§ **THE RECORDS**:
★ ★ ★
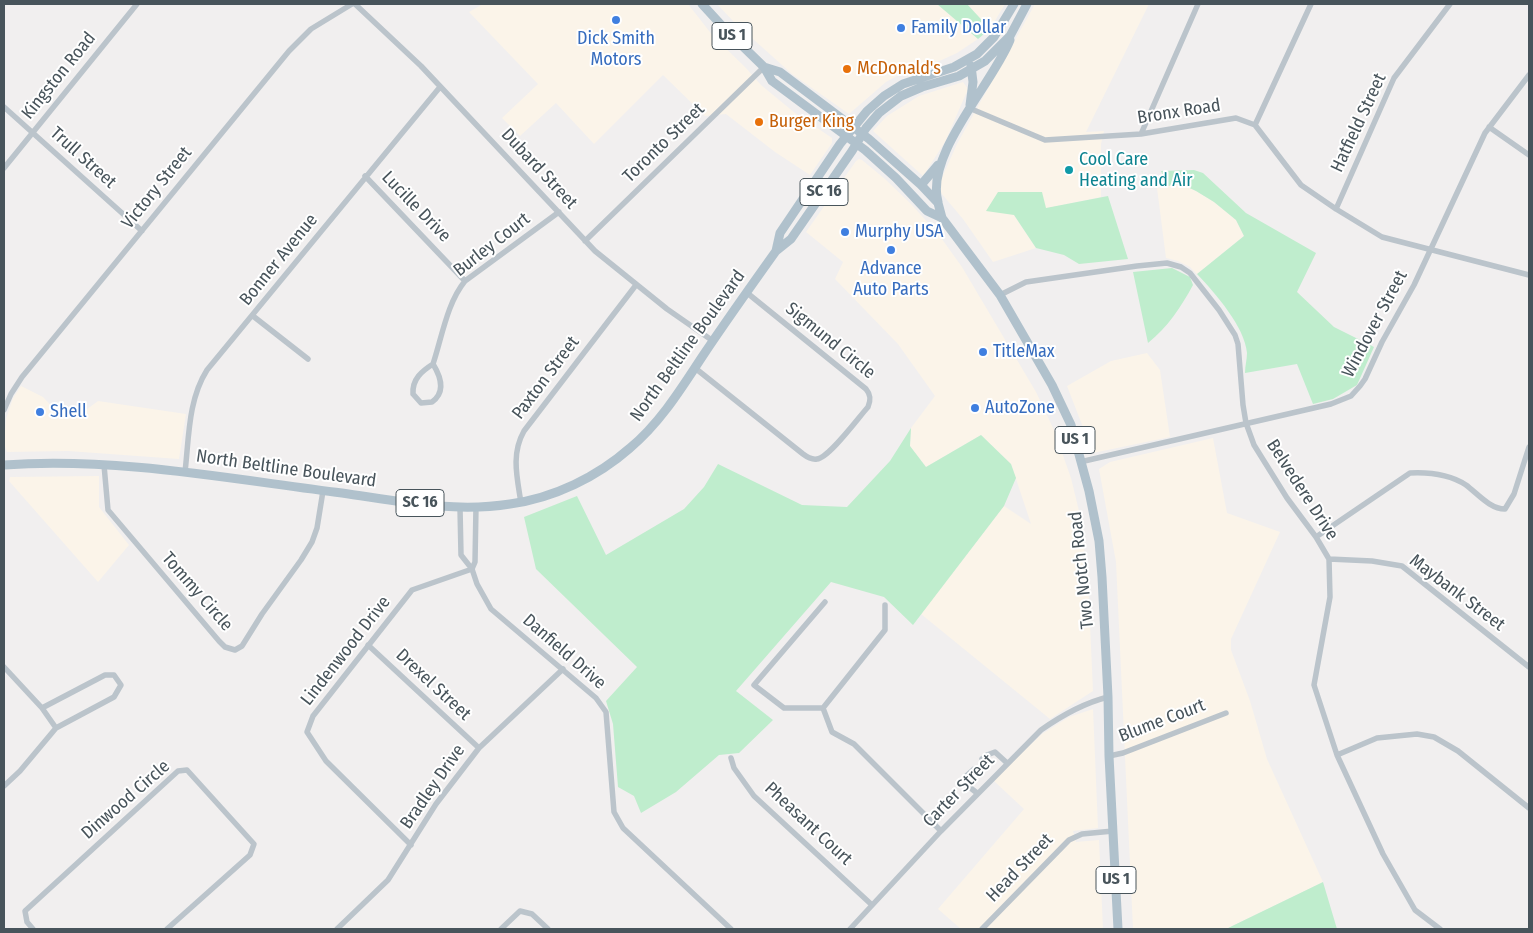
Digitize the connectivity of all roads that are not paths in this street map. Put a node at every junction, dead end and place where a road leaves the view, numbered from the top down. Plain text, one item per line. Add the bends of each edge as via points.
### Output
1 (137, 4) edge
2 (354, 4) edge
3 (702, 4) edge
4 (1014, 4) edge
5 (1027, 4) edge
6 (1198, 4) edge
7 (1311, 4) edge
8 (1450, 4) edge
9 (1015, 28) junction
10 (970, 58) junction
11 (764, 67) junction
12 (972, 69) junction
13 (1529, 75) edge
14 (440, 87) junction
15 (4, 107) edge
16 (969, 108) junction
17 (851, 124) junction
18 (1255, 125) junction
19 (1489, 127) junction
20 (864, 131) junction
21 (32, 133) junction
22 (1141, 134) junction
23 (846, 136) junction
24 (856, 144) junction
25 (1529, 155) edge
26 (940, 163) junction
27 (4, 168) edge
28 (365, 176) junction
29 (921, 185) junction
30 (938, 204) junction
31 (1336, 209) junction
32 (559, 212) junction
33 (942, 218) junction
34 (142, 232) junction
35 (585, 241) junction
36 (1430, 249) junction
37 (776, 251) junction
38 (1529, 275) edge
39 (465, 281) junction
40 (636, 285) junction
41 (746, 292) junction
42 (1000, 295) junction
43 (253, 316) junction
44 (713, 341) junction
45 (308, 360) dead end
46 (433, 364) junction
47 (695, 368) junction
48 (4, 410) edge
49 (1246, 423) junction
50 (1529, 446) edge
51 (1080, 462) junction
52 (4, 465) edge
53 (104, 465) junction
54 (185, 472) junction
55 (323, 491) junction
56 (521, 503) junction
57 (476, 507) junction
58 (460, 508) junction
59 (1316, 538) junction
60 (1328, 559) junction
61 (472, 569) junction
62 (825, 602) dead end
63 (885, 605) dead end
64 (368, 645) junction
65 (4, 667) edge
66 (1529, 667) edge
67 (563, 669) junction
68 (1108, 697) junction
69 (42, 708) junction
70 (823, 708) junction
71 (1226, 713) dead end
72 (56, 728) junction
73 (479, 748) junction
74 (1337, 754) junction
75 (1108, 756) junction
76 (731, 758) dead end
77 (982, 760) dead end
78 (1007, 763) junction
79 (974, 769) dead end
80 (4, 786) edge
81 (978, 793) junction
82 (1529, 808) edge
83 (941, 831) junction
84 (1113, 832) junction
85 (411, 845) junction
86 (872, 905) junction
87 (33, 929) edge
88 (167, 929) edge
89 (338, 929) edge
90 (501, 929) edge
91 (548, 929) edge
92 (731, 929) edge
93 (850, 929) edge
94 (982, 929) edge
95 (1118, 929) edge
96 (1440, 929) edge

1 - 21 street, Kingston Road
2 - 14 street, Dubard Street
2 - 34 street, Victory Street via 311,29 288,51
3 - 11 main road, Two Notch Road / US 1
4 - 10 main road via 994,37
5 - 9 main road
6 - 22 street
7 - 18 street
8 - 31 street, Hatfield Street via 1394,78
9 - 12 main road, North Beltline Boulevard via 992,55
9 - 16 main road via 1002,58
10 - 12 main road
10 - 17 main road via 897,87
11 - 17 main road, Two Notch Road via 780,72
11 - 23 main road, Two Notch Road / US 1 via 772,82
11 - 35 street, Toronto Street
12 - 16 main road
12 - 20 main road, North Beltline Boulevard via 901,96 884,108
13 - 19 street, Windover Street
14 - 28 street, Bonner Avenue
14 - 32 street, Dubard Street
15 - 21 street, Trull Street
16 - 22 street, Bronx Road via 1046,140
16 - 26 main road
17 - 20 main road, Two Notch Road / US 1
17 - 23 main road
18 - 22 street, Bronx Road via 1236,118
18 - 31 street via 1301,185
19 - 25 street
19 - 36 street, Windover Street
20 - 24 main road, North Beltline Boulevard / SC 16
20 - 29 main road, Two Notch Road / US 1
21 - 27 street, Kingston Road
21 - 34 street, Trull Street
23 - 24 main road, Two Notch Road / US 1
23 - 37 main road via 780,233
24 - 33 main road, Two Notch Road / US 1 via 896,178 927,211
24 - 37 main road, North Beltline Boulevard / SC 16 via 791,239
26 - 29 main road
26 - 30 main road via 936,184
28 - 39 street, Lucille Drive
28 - 43 street, Bonner Avenue
29 - 30 main road, Two Notch Road / US 1
30 - 33 main road, Two Notch Road / US 1
31 - 36 street via 1382,237
32 - 35 street, Dubard Street
32 - 39 street, Burley Court
33 - 42 main road, Two Notch Road / US 1
34 - 48 street, Victory Street via 22,377
35 - 40 street, Dubard Street
36 - 38 street
36 - 49 street, Windover Street via 1356,392 1330,404
37 - 41 main road, North Beltline Boulevard / SC 16
39 - 46 street, Burley Court via 451,307
40 - 44 street, Dubard Street
40 - 56 street, Paxton Street via 519,440 515,464
41 - 44 main road, North Beltline Boulevard / SC 16
41 - 47 street, Sigmund Circle via 866,389 871,398 868,407 828,454 814,459 803,454
42 - 49 street, Belvedere Drive via 1026,282 1167,263 1181,267 1200,284 1235,335
42 - 51 main road, Two Notch Road / US 1 via 1069,420
43 - 45 street
43 - 54 street, Bonner Avenue via 213,362 198,386
44 - 47 main road, North Beltline Boulevard / SC 16
46 - 46 street, Burley Court via 441,381 440,392 436,400 425,404 415,398 414,384 420,374
47 - 56 main road, North Beltline Boulevard / SC 16 via 661,416 618,458 579,482
49 - 51 street, Windover Street
49 - 59 street, Belvedere Drive via 1260,455
50 - 59 street via 1514,494 1505,509 1497,509 1465,484 1448,476 1410,473
51 - 68 main road, Two Notch Road / US 1 via 1099,541
52 - 53 main road, North Beltline Boulevard / SC 16
53 - 54 main road, North Beltline Boulevard / SC 16
53 - 55 street, Tommy Circle via 108,510 219,641 235,650 242,646 312,542
54 - 55 main road, North Beltline Boulevard / SC 16
55 - 58 main road, North Beltline Boulevard / SC 16
56 - 57 main road, North Beltline Boulevard / SC 16
57 - 58 main road, North Beltline Boulevard / SC 16
57 - 61 street via 475,562
58 - 61 street, Danfield Drive via 461,555
59 - 60 street, Belvedere Drive
60 - 66 street, Maybank Street via 1372,560 1402,566
60 - 74 street, Belvedere Drive via 1330,597 1314,685
61 - 64 street, Lindenwood Drive via 412,590
61 - 67 street, Danfield Drive via 491,608
62 - 70 street via 754,684 784,708
63 - 70 street via 885,630
64 - 73 street, Drexel Street
64 - 85 street, Lindenwood Drive via 313,716 307,732 326,761
65 - 69 street
67 - 73 street, Bradley Drive
67 - 92 street, Danfield Drive via 596,698 606,712 614,812 622,828
68 - 75 main road, Two Notch Road / US 1
68 - 78 street, Carter Street via 1059,718 1041,730
69 - 72 street
69 - 72 street via 105,675 114,675 121,685 114,697
70 - 83 street via 832,732 854,744
71 - 75 street, Blume Court
72 - 80 street
73 - 85 street, Bradley Drive via 436,804
74 - 82 street via 1377,738 1417,734 1434,736 1458,751
74 - 96 street, Belvedere Drive via 1383,854 1415,910
75 - 84 main road, Two Notch Road / US 1
76 - 86 street, Pheasant Court via 734,768 754,796
77 - 78 street via 995,752
78 - 81 street, Carter Street
79 - 81 street via 965,777 968,786
81 - 83 street, Carter Street
83 - 86 street, Carter Street
84 - 94 street, Head Street via 1082,834 1069,840
84 - 95 main road, Two Notch Road / US 1
85 - 89 street, Bradley Drive via 388,880
86 - 93 street, Carter Street
87 - 88 street, Dinwood Circle via 27,922 25,911 178,770 187,770 254,844 250,855
90 - 91 street via 520,911 532,914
★ ★ ★
§ **GOAL OF THE EXERCISE**: Among the entries above, how many lines include the word "Windover"? Give the number with no comment.

§ **WRITTEN ANSWER**: 4